University of Crete, Crete, Greece

argyros@ics.forth.gr

Antonis A. Argyros (Αντώνης Αργυρός) is a Professor of Computer Science at the Computer Science Department (CSD), University of Crete (UoC) and a researcher at the Institute of Computer Science (ICS), Foundation for Research and Technology-Hellas (FORTH) in Heraklion, Crete, Greece. He received a B.Sc. degree in Computer Science (1989) and a M.Sc. degree in Computer Science (1992), both from the Computer Science Department, University of Crete. On July 1996, he completed his PhD on visual motion analysis at the same Department. He has been a postdoctoral fellow at the Computational Vision and Active Perception Laboratory (CVAP) at the Royal Institute of Technology in Stockholm, Sweden. Since 1999, as a member of the Computational Vision and Robotics Laboratory (CVRL) of FORTH-ICS, he has been involved in many RTD projects in computer vision, image analysis and robotics.His current research interests fall in the areas of computer vision and pattern recognition, with emphasis on the analysis of humans in images and videos, human pose analysis, recognition of human activities and gestures, 3D computer vision, as well as image motion and tracking.

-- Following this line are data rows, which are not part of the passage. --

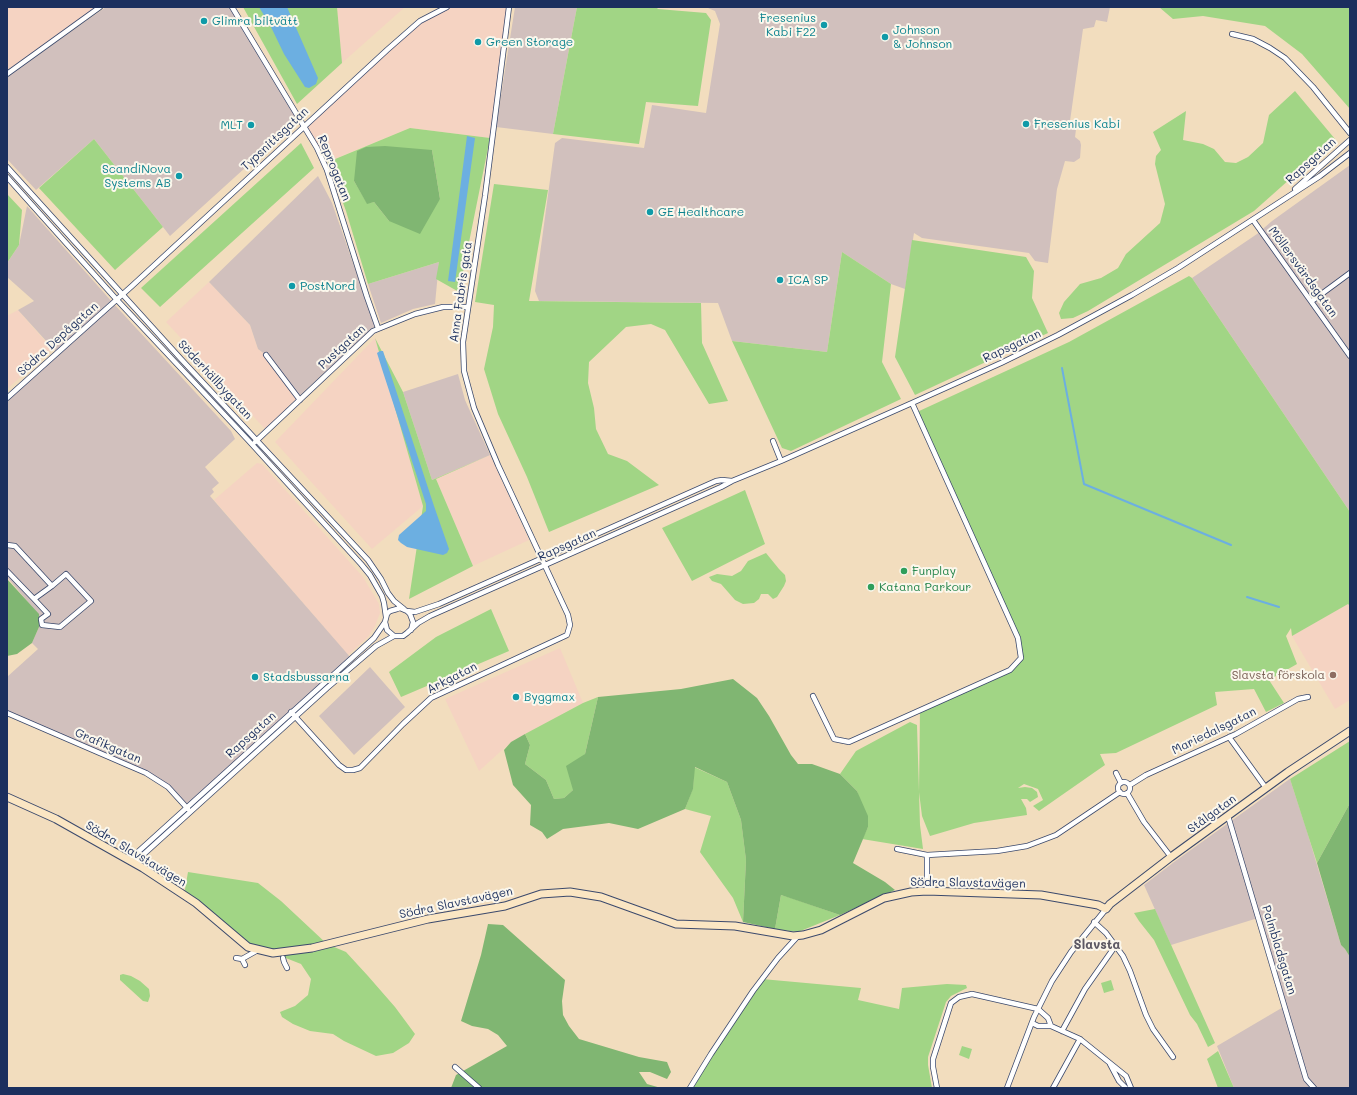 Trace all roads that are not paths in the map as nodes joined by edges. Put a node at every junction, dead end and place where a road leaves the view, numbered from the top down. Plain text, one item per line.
1 (100, 7) edge
2 (232, 7) edge
3 (447, 7) edge
4 (509, 7) edge
5 (1232, 34) dead end
6 (7, 74) edge
7 (304, 126) junction
8 (1350, 133) edge
9 (1350, 140) edge
10 (1350, 154) edge
11 (7, 167) edge
12 (8, 174) edge
13 (1285, 198) junction
14 (1253, 220) junction
15 (1350, 273) edge
16 (122, 295) junction
17 (117, 300) junction
18 (1312, 301) junction
19 (468, 307) junction
20 (378, 328) junction
21 (266, 355) dead end
22 (1350, 356) edge
23 (7, 398) edge
24 (300, 400) junction
25 (912, 403) junction
26 (257, 440) junction
27 (773, 441) dead end
28 (252, 444) junction
29 (781, 461) junction
30 (732, 481) junction
31 (7, 545) edge
32 (542, 558) junction
33 (545, 565) junction
34 (7, 571) edge
35 (52, 586) junction
36 (34, 599) junction
37 (405, 610) junction
38 (385, 620) junction
39 (410, 630) junction
40 (394, 636) junction
41 (813, 696) dead end
42 (1308, 698) dead end
43 (291, 712) junction
44 (7, 713) edge
45 (295, 717) junction
46 (1350, 731) edge
47 (1229, 737) junction
48 (227, 770) junction
49 (1116, 773) dead end
50 (231, 774) junction
51 (1121, 783) junction
52 (1130, 785) junction
53 (1266, 788) junction
54 (1120, 792) junction
55 (1127, 793) junction
56 (7, 797) edge
57 (187, 808) junction
58 (191, 812) junction
59 (1228, 816) junction
60 (897, 849) dead end
61 (926, 855) junction
62 (1171, 857) junction
63 (131, 862) junction
64 (927, 891) junction
65 (1106, 909) junction
66 (1094, 922) junction
67 (798, 936) junction
68 (1116, 945) junction
69 (259, 950) junction
70 (236, 958) dead end
71 (284, 958) dead end
72 (242, 959) junction
73 (245, 965) dead end
74 (287, 968) dead end
75 (1038, 1010) junction
76 (1032, 1023) junction
77 (1051, 1026) junction
78 (1062, 1031) junction
79 (1080, 1039) junction
80 (1173, 1057) dead end
81 (1109, 1063) junction
82 (455, 1066) dead end
83 (479, 1088) edge
84 (690, 1088) edge
85 (937, 1088) edge
86 (1007, 1088) edge
87 (1053, 1088) edge
88 (1126, 1088) edge
89 (1131, 1088) edge
90 (1314, 1088) edge

1 - 6 street
2 - 7 street, Reprogatan
3 - 7 street, Typsnittsgatan
4 - 19 street, Anna Fabris gata
5 - 8 street
7 - 16 street, Typsnittsgatan
7 - 20 street, Reprogatan
9 - 13 street, Rapsgatan
10 - 13 street, Rapsgatan
11 - 12 street, Söderhällbygatan
12 - 16 street, Söderhällbygatan
12 - 17 street, Söderhällbygatan
13 - 14 street, Rapsgatan
14 - 18 street, Möllersvärdsgatan
14 - 25 street, Rapsgatan
15 - 18 street
16 - 17 street, Södra Depågatan
16 - 26 street, Söderhällbygatan
17 - 23 street, Södra Depågatan
17 - 28 street, Söderhällbygatan
18 - 22 street, Möllersvärdsgatan
19 - 20 street, Pustgatan
19 - 32 street, Anna Fabris gata
20 - 24 street, Pustgatan
21 - 24 street
24 - 26 street, Pustgatan
25 - 29 street, Rapsgatan
25 - 41 street
26 - 28 street, Pustgatan
26 - 37 street, Söderhällbygatan
27 - 29 street
28 - 38 street, Söderhällbygatan
29 - 30 street, Rapsgatan
30 - 32 street, Rapsgatan
30 - 33 street, Rapsgatan
31 - 35 street
32 - 33 street, Anna Fabris gata
32 - 37 street, Rapsgatan
33 - 39 street, Rapsgatan
33 - 45 street, Arkgatan
34 - 36 street
35 - 36 street
35 - 36 street
37 - 38 street
37 - 39 street
38 - 40 street
38 - 43 street, Rapsgatan
39 - 40 street
40 - 45 street, Rapsgatan
42 - 47 street, Mariedalsgatan
43 - 45 street, Arkgatan
43 - 48 street, Rapsgatan
44 - 57 street, Grafikgatan
45 - 50 street, Rapsgatan
46 - 53 street, Stålgatan
47 - 52 street, Mariedalsgatan
47 - 53 street
48 - 50 street
48 - 57 street, Rapsgatan
49 - 51 street
50 - 58 street, Rapsgatan
51 - 52 street
51 - 54 street
52 - 55 street
53 - 59 street, Stålgatan
54 - 55 street
54 - 61 street
55 - 62 street
56 - 63 street, Södra Slavstavägen
57 - 58 street, Grafikgatan
57 - 63 street, Rapsgatan
58 - 63 street, Rapsgatan
59 - 62 street, Stålgatan
59 - 90 street, Palmbladsgatan
60 - 61 street
61 - 64 street
62 - 65 street, Stålgatan
63 - 69 street, Södra Slavstavägen
64 - 65 street, Södra Slavstavägen
64 - 67 street, Södra Slavstavägen
65 - 66 street, Stålgatan
66 - 68 street
66 - 75 street, Stålgatan
67 - 69 street, Södra Slavstavägen
67 - 84 street
68 - 78 street
68 - 80 street
69 - 72 street
70 - 72 street
71 - 74 street
72 - 73 street
75 - 76 street, Stålgatan
75 - 77 street
75 - 85 street
76 - 77 street
76 - 86 street, Stålgatan
77 - 78 street
78 - 79 street
79 - 81 street
79 - 87 street
81 - 88 street
81 - 89 street
82 - 83 street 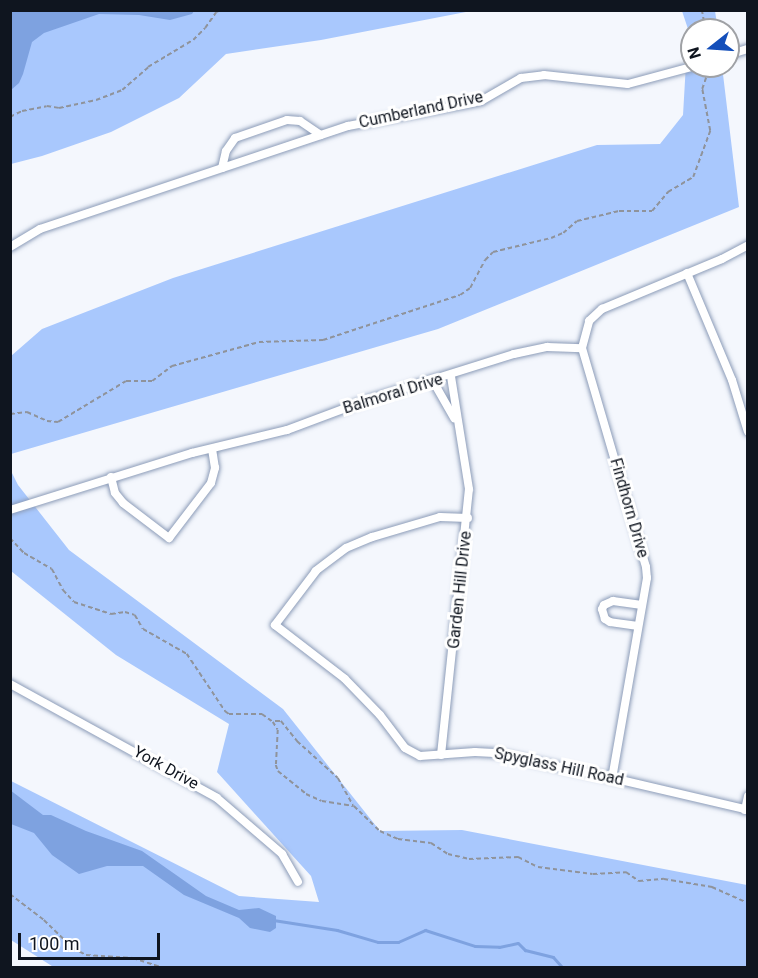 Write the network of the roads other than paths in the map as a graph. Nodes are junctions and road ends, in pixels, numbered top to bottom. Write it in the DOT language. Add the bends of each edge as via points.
graph roads {
  1 [pos="680,70"];
  2 [pos="321,135"];
  3 [pos="222,168"];
  4 [pos="747,245"];
  5 [pos="10,247"];
  6 [pos="687,273"];
  7 [pos="582,348"];
  8 [pos="451,376"];
  9 [pos="433,381"];
  10 [pos="458,424"];
  11 [pos="747,432"];
  12 [pos="212,449"];
  13 [pos="111,477"];
  14 [pos="10,510"];
  15 [pos="468,518"];
  16 [pos="642,605"];
  17 [pos="638,626"];
  18 [pos="10,684"];
  19 [pos="441,755"];
  20 [pos="612,778"];
  21 [pos="747,796"];
  22 [pos="746,810"];
  23 [pos="298,882"];
  1 -- 2 [label="street, Cumberland Drive" via="628,84 533,75 509,83 481,101 348,126"];
  2 -- 3 [label="street, Cumberland Drive"];
  2 -- 3 [label="street" via="300,121 287,120 235,138"];
  3 -- 5 [label="street, Cumberland Drive" via="40,229"];
  4 -- 6 [label="street"];
  6 -- 7 [label="street" via="602,309 589,321"];
  6 -- 11 [label="street" via="732,380"];
  7 -- 8 [label="street, Balmoral Drive" via="531,350"];
  7 -- 16 [label="street, Findhorn Drive" via="644,554 647,578"];
  8 -- 9 [label="street, Balmoral Drive"];
  8 -- 10 [label="street, Garden Hill Drive"];
  9 -- 10 [label="street, Garden Hill Drive"];
  9 -- 12 [label="street, Balmoral Drive" via="277,433"];
  10 -- 15 [label="street, Garden Hill Drive" via="470,489"];
  12 -- 13 [label="street, Balmoral Drive"];
  12 -- 13 [label="street" via="215,468 211,483 169,538 123,503 115,493"];
  13 -- 14 [label="street, Balmoral Drive"];
  15 -- 19 [label="street, Garden Hill Drive"];
  15 -- 19 [label="street, Spyglass Hill Road" via="440,517 346,548 316,571 275,625 345,679 405,748 420,756"];
  16 -- 17 [label="street, Findhorn Drive"];
  16 -- 17 [label="street" via="613,601 602,609 610,622"];
  17 -- 20 [label="street, Findhorn Drive"];
  18 -- 23 [label="street, York Drive" via="217,798 282,854"];
  19 -- 20 [label="street, Spyglass Hill Road" via="483,752"];
  20 -- 22 [label="street, Spyglass Hill Road"];
  21 -- 22 [label="street"];
} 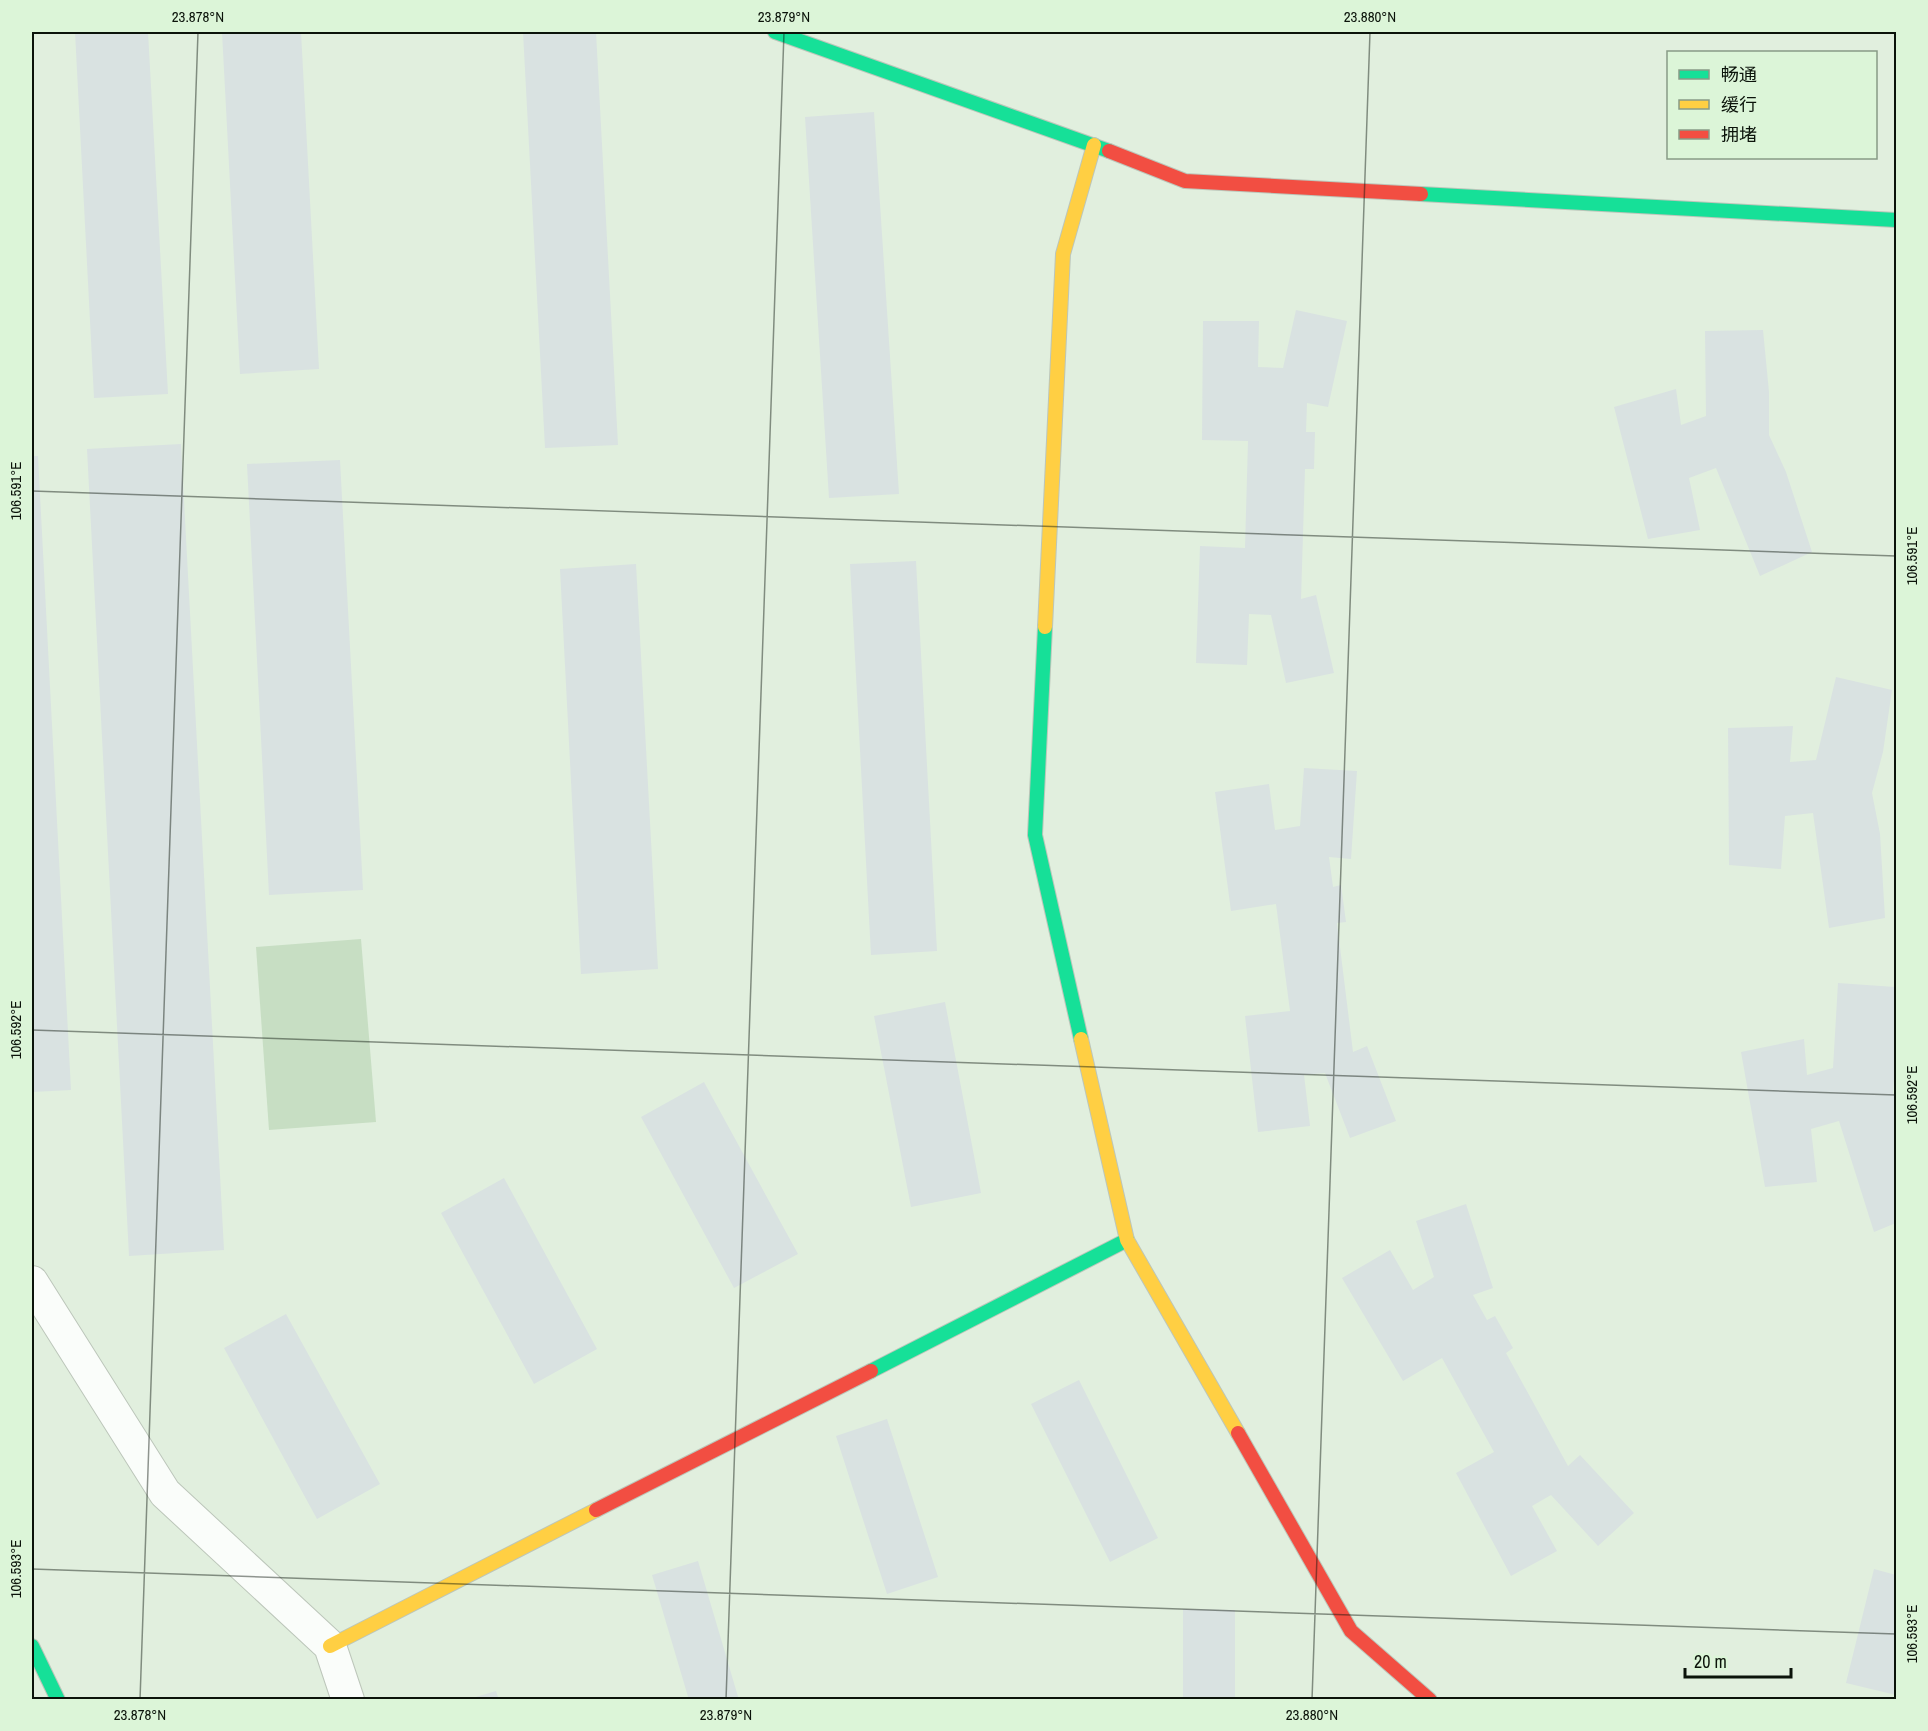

He is also interested in applications of computer vision in the fields of robotics and smart environments. In these areas, he has published more than 160 papers in scientific journals and refereed conference proceedings and has also delivered several invited and keynote talks in international events, universities and research centers.

Richard Bowden

University of Surrey, Guildford, United Kingdom

r.bowden@surrey.ac.uk

Richard Bowden received a BSc in computer science from the University of London in ’93, an MSc with distinction from the University of Leeds in ’95, and a PhD in computer vision from Brunel University in ’99 for which he was awarded the Sullivan Doctoral Thesis Prize. He is Professor of Computer Vision and Machine Learning at the University of Surrey, UK, where he leads the Cognitive Vision Group within the Centre for Vision Speech and Signal Processing and was recently awarded a Royal Society Leverhulme Trust Senior Research Fellowship. His research centres on the use of computer vision to locate, track, and understand humans. He is an Associate Editor for Image and Vision Computing and IEEE Pattern Analysis and Machine Intelligence. He was a member of the British Machine Vision Association (BMVA) executive committee and a company director for seven years. He is a member of the BMVA, a fellow of the Higher Education Academy, and a senior member of the IEEE.